── Data under study

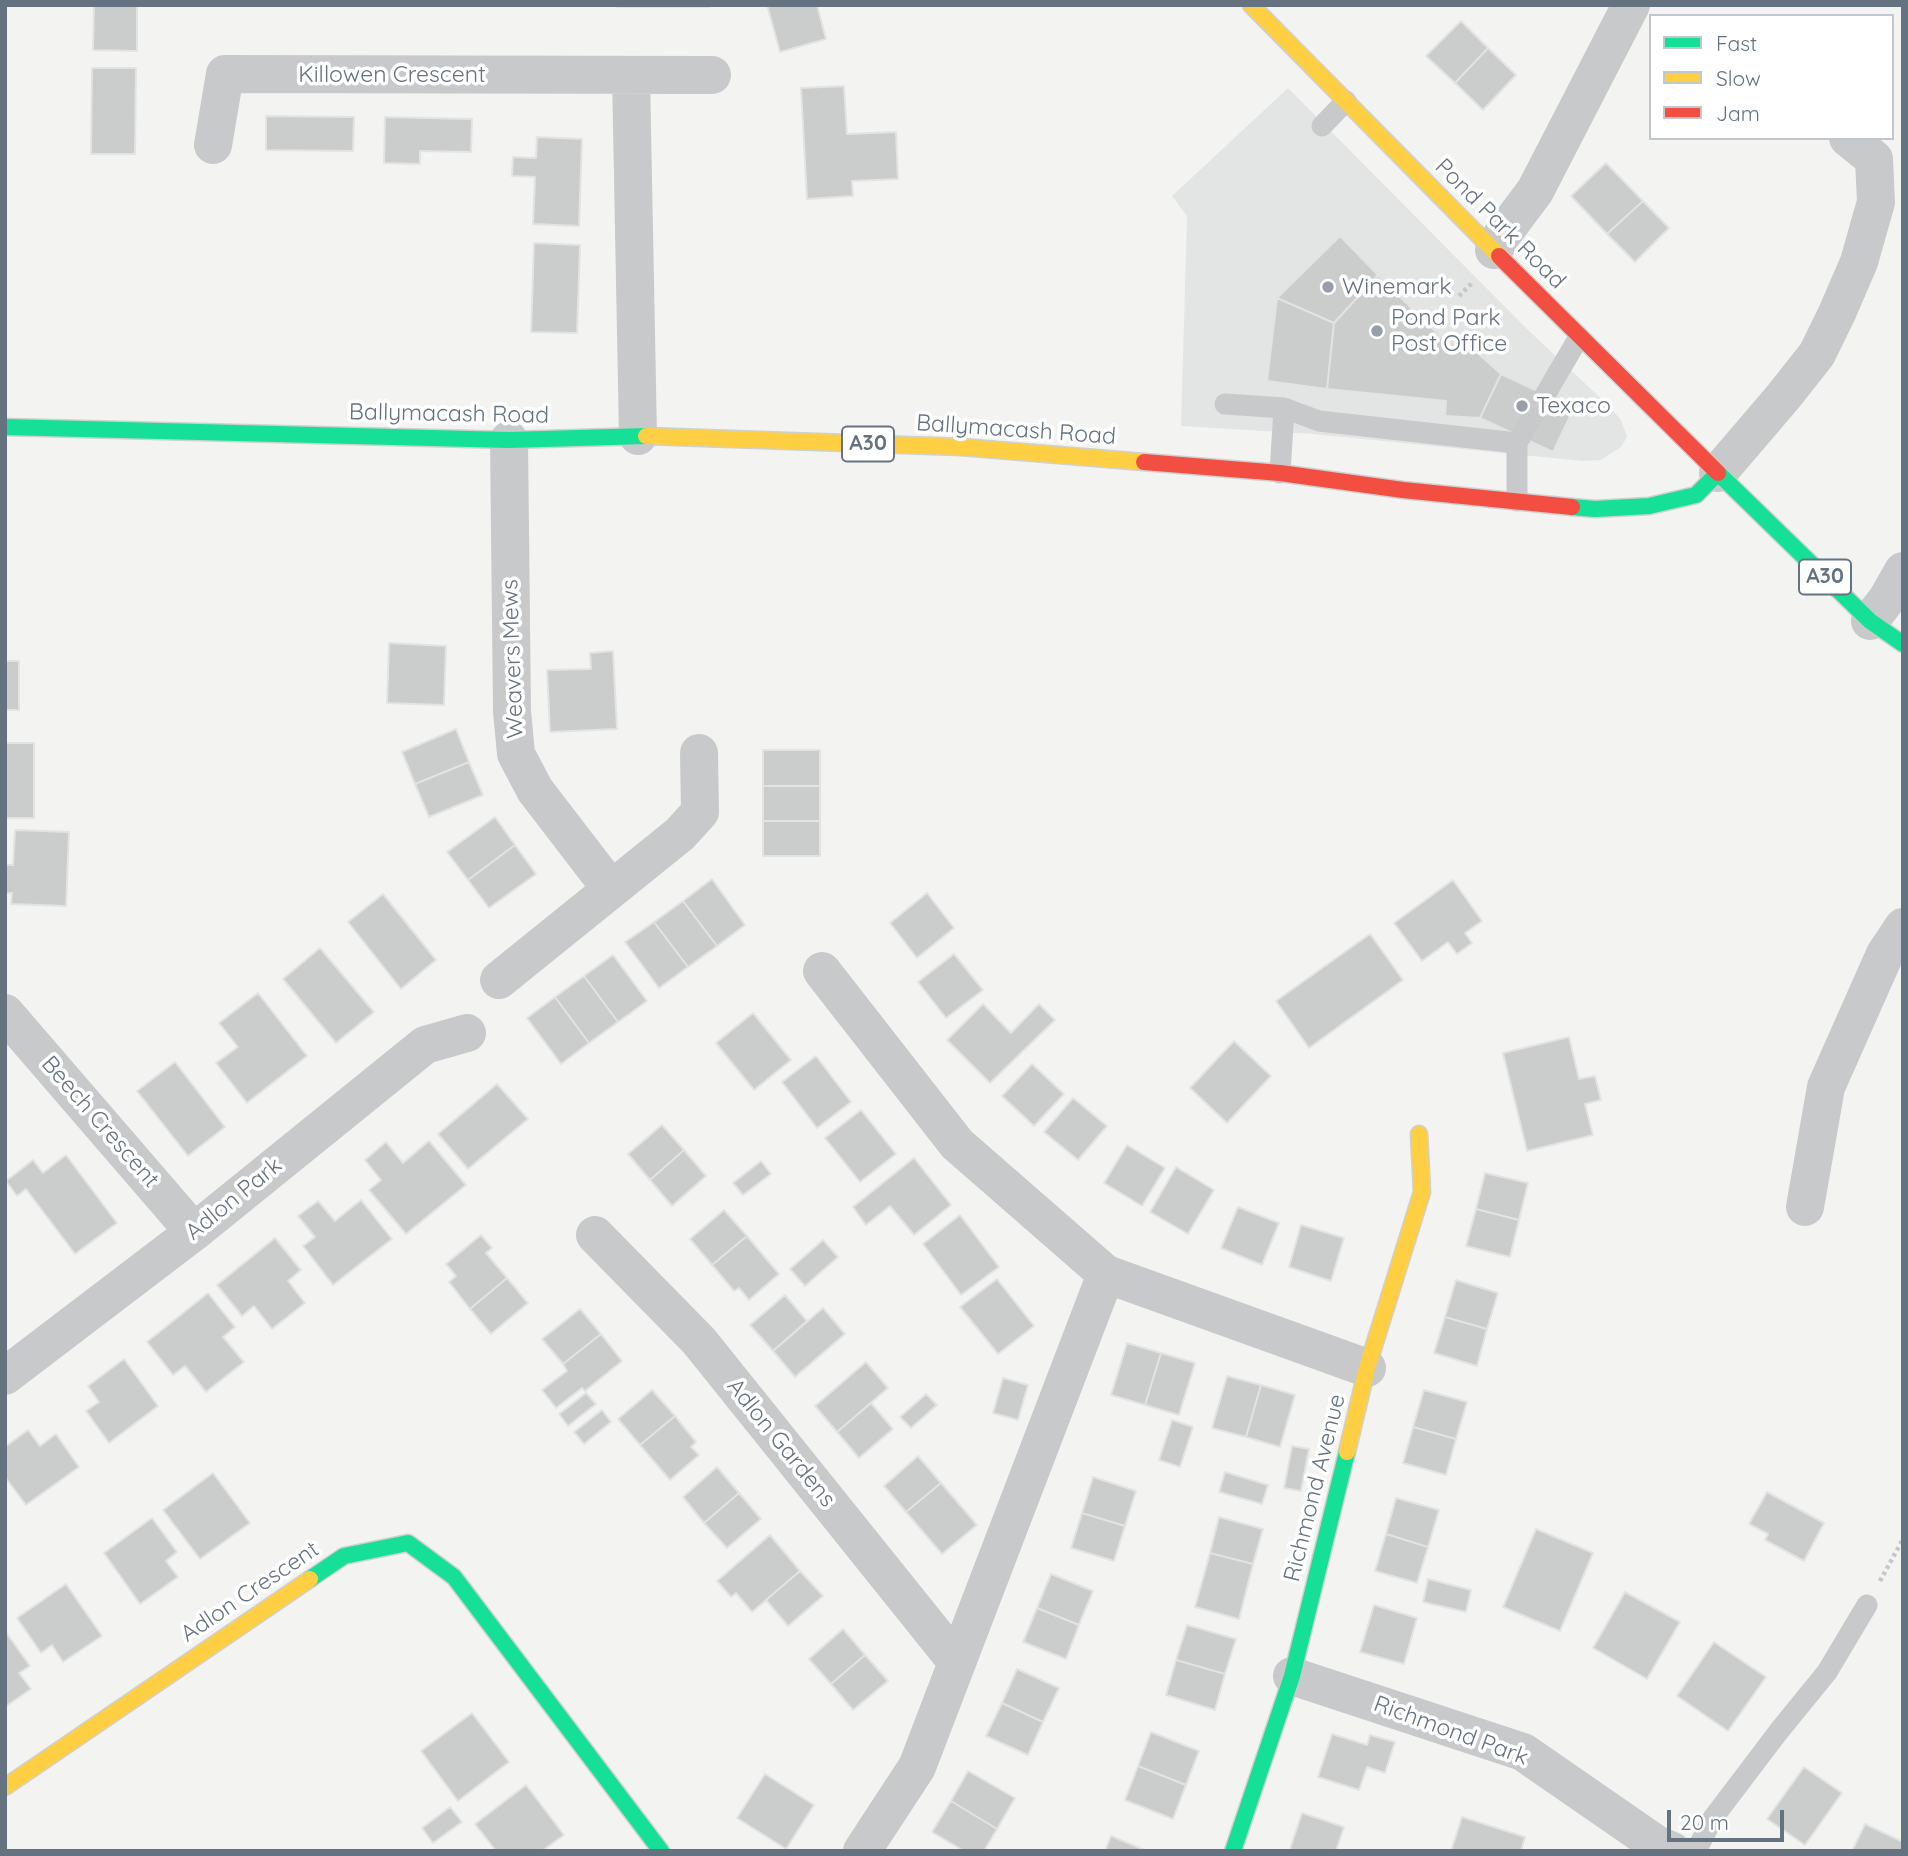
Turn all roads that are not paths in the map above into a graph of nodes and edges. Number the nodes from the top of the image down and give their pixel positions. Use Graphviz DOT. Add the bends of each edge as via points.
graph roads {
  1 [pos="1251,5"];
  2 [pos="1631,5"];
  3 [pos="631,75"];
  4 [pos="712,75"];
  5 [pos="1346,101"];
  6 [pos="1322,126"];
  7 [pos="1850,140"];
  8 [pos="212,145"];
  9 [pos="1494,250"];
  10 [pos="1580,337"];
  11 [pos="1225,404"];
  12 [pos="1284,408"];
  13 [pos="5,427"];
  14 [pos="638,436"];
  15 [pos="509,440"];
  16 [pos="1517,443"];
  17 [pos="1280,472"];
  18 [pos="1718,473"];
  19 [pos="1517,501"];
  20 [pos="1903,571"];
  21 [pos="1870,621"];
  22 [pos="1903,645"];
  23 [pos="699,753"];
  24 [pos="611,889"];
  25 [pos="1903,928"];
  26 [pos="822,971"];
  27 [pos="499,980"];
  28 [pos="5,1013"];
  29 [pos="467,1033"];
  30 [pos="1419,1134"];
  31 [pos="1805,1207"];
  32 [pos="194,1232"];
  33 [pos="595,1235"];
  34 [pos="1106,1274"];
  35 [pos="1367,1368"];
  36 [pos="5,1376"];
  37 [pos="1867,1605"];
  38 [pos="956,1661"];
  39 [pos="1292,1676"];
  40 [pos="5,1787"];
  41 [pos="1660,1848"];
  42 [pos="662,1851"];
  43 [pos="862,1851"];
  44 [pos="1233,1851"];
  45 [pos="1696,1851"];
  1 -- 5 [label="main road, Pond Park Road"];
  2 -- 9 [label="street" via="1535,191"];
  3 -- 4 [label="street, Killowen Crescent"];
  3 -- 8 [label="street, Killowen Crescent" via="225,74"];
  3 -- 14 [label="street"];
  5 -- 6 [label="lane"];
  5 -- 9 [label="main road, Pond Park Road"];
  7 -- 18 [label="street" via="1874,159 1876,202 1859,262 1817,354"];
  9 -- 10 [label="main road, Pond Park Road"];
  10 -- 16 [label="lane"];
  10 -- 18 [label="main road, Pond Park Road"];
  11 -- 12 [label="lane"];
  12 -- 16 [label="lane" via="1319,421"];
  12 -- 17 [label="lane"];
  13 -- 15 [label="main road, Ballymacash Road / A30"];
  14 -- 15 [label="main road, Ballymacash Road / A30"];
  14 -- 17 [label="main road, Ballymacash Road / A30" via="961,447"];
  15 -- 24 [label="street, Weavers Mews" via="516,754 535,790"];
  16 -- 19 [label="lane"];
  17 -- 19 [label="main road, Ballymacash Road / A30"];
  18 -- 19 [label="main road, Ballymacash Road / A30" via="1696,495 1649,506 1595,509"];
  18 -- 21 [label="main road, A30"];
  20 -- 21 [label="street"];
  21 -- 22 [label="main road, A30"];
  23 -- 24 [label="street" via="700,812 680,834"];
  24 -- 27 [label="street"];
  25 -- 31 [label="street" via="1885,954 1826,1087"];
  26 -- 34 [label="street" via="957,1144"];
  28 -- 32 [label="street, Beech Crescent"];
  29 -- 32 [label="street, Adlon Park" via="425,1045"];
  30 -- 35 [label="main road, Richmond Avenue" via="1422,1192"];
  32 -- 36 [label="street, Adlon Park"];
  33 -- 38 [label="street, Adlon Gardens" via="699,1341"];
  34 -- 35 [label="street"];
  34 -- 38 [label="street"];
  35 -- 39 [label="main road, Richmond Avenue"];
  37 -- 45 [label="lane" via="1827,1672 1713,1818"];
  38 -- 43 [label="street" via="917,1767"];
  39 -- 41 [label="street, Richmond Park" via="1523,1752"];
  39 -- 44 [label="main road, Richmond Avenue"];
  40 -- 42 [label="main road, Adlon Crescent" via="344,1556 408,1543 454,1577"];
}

────
── Data under study

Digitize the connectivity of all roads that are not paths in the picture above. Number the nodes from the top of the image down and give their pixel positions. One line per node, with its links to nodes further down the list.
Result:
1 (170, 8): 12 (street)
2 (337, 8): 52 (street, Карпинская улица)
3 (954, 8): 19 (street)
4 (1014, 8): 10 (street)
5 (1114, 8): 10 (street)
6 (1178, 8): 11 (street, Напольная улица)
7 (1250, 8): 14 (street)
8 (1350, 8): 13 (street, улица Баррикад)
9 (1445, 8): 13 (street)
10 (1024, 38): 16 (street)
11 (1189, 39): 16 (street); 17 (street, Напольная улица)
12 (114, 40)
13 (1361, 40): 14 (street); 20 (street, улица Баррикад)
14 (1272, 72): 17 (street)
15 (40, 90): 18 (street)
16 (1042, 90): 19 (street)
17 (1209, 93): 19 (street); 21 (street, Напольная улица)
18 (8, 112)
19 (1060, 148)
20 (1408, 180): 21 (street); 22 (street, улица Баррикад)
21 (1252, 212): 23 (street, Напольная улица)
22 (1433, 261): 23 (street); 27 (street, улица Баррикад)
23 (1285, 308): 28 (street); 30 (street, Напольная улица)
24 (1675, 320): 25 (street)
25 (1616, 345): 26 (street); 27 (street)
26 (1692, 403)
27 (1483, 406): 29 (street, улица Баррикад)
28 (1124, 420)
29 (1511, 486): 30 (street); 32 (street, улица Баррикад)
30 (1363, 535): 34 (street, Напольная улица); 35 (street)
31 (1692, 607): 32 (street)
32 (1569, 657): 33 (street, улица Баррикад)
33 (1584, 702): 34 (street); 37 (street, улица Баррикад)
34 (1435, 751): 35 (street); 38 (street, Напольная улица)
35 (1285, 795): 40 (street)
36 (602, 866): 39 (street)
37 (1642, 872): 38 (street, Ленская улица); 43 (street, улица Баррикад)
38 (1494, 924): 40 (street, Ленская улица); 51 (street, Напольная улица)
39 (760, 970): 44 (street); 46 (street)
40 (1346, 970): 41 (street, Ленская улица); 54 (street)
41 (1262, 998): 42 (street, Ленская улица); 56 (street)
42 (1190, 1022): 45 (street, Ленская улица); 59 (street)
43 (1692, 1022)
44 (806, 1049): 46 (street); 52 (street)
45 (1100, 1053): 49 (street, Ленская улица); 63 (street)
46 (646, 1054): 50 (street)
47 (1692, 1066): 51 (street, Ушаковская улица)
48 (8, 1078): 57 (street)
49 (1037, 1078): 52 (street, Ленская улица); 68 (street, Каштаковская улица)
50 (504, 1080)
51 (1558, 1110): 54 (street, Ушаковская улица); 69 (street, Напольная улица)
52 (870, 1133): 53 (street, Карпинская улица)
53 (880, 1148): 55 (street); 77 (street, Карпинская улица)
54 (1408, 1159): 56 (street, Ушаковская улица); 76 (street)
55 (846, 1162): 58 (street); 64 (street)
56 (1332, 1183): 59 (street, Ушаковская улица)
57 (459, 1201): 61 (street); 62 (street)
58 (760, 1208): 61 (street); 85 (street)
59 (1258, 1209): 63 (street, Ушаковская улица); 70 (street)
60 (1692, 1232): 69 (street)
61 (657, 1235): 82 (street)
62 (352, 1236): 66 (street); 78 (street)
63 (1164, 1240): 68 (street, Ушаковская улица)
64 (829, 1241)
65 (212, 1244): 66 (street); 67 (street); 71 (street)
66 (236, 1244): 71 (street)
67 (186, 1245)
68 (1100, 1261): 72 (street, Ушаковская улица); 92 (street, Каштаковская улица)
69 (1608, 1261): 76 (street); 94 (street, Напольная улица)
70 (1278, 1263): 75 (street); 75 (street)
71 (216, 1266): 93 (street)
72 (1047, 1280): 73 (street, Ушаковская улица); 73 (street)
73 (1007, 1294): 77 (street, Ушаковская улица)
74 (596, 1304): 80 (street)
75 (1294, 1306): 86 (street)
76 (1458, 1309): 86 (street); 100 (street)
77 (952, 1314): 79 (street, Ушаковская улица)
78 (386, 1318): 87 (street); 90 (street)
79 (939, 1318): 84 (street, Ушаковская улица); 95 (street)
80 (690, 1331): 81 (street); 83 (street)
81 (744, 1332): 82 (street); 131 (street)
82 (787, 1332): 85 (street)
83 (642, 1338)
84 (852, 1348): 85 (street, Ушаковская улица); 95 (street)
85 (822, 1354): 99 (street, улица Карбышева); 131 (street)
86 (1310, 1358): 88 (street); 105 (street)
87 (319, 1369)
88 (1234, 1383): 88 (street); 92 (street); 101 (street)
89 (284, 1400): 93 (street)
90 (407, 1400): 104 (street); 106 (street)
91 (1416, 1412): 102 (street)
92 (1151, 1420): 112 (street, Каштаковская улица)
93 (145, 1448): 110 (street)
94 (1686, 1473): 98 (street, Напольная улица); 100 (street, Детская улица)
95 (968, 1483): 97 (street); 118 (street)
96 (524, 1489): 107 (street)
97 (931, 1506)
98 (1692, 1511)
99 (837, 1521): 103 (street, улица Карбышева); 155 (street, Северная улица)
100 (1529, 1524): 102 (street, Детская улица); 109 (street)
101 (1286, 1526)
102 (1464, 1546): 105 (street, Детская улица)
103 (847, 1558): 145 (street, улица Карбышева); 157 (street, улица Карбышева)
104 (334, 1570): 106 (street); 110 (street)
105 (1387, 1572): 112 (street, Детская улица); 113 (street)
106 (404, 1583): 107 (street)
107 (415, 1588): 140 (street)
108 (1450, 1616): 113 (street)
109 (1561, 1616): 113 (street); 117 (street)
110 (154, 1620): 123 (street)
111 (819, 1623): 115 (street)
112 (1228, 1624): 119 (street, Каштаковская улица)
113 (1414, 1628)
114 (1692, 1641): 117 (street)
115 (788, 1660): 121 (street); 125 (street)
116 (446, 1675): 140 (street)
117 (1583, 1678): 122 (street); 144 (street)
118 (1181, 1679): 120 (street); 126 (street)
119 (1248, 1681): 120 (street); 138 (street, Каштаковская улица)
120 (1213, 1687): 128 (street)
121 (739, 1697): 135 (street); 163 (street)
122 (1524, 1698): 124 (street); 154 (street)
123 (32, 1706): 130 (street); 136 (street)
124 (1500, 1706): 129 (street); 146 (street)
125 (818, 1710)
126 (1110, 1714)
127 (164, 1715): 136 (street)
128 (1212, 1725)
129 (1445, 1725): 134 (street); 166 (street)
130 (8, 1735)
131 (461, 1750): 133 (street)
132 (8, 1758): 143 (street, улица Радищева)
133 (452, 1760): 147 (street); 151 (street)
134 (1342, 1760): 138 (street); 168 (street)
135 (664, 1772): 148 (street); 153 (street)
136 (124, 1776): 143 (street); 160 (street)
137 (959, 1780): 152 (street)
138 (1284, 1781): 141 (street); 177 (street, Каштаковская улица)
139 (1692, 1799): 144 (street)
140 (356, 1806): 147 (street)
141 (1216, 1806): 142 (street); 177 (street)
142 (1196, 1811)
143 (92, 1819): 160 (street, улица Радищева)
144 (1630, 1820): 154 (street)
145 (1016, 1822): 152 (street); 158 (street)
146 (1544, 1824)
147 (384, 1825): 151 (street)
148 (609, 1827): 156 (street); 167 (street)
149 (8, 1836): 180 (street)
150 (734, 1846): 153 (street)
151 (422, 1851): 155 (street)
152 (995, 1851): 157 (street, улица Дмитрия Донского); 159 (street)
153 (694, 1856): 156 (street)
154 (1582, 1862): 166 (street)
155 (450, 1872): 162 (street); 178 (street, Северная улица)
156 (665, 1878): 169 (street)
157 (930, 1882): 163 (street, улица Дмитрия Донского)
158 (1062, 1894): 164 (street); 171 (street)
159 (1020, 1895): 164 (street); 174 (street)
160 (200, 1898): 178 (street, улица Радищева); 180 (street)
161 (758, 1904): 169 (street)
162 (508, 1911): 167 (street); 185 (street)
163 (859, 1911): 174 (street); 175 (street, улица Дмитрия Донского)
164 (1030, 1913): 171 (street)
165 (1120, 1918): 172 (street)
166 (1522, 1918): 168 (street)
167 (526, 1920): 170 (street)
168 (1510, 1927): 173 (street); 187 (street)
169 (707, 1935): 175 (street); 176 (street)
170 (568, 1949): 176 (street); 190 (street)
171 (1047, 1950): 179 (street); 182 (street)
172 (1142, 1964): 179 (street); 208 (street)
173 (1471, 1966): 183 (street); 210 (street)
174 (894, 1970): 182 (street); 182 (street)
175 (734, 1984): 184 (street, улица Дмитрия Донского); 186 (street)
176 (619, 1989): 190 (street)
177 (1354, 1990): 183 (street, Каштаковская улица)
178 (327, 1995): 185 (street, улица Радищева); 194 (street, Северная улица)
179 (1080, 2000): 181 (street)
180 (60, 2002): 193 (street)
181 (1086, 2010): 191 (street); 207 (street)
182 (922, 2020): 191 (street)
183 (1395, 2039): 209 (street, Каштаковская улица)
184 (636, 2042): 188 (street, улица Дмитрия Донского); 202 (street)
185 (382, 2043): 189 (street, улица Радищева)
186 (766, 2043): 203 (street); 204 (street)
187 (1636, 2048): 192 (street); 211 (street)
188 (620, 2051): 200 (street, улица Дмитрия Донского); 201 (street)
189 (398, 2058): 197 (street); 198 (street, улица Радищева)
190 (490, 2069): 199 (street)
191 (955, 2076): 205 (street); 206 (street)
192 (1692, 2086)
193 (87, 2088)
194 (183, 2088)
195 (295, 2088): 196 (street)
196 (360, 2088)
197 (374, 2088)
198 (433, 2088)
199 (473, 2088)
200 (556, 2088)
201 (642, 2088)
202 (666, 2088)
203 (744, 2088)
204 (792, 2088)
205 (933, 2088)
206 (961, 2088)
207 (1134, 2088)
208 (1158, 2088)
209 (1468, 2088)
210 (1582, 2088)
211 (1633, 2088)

────

▸ Aim of the exercise:
Pick every line of the data that includes the string "graph".

▸ Response:
Turn all roads that are not paths in the map above into a graph of nodes and edges. Number the nodes from the top of the image down and give their pixel positions. Use Graphviz DOT. Add the bends of each edge as via points.
graph roads {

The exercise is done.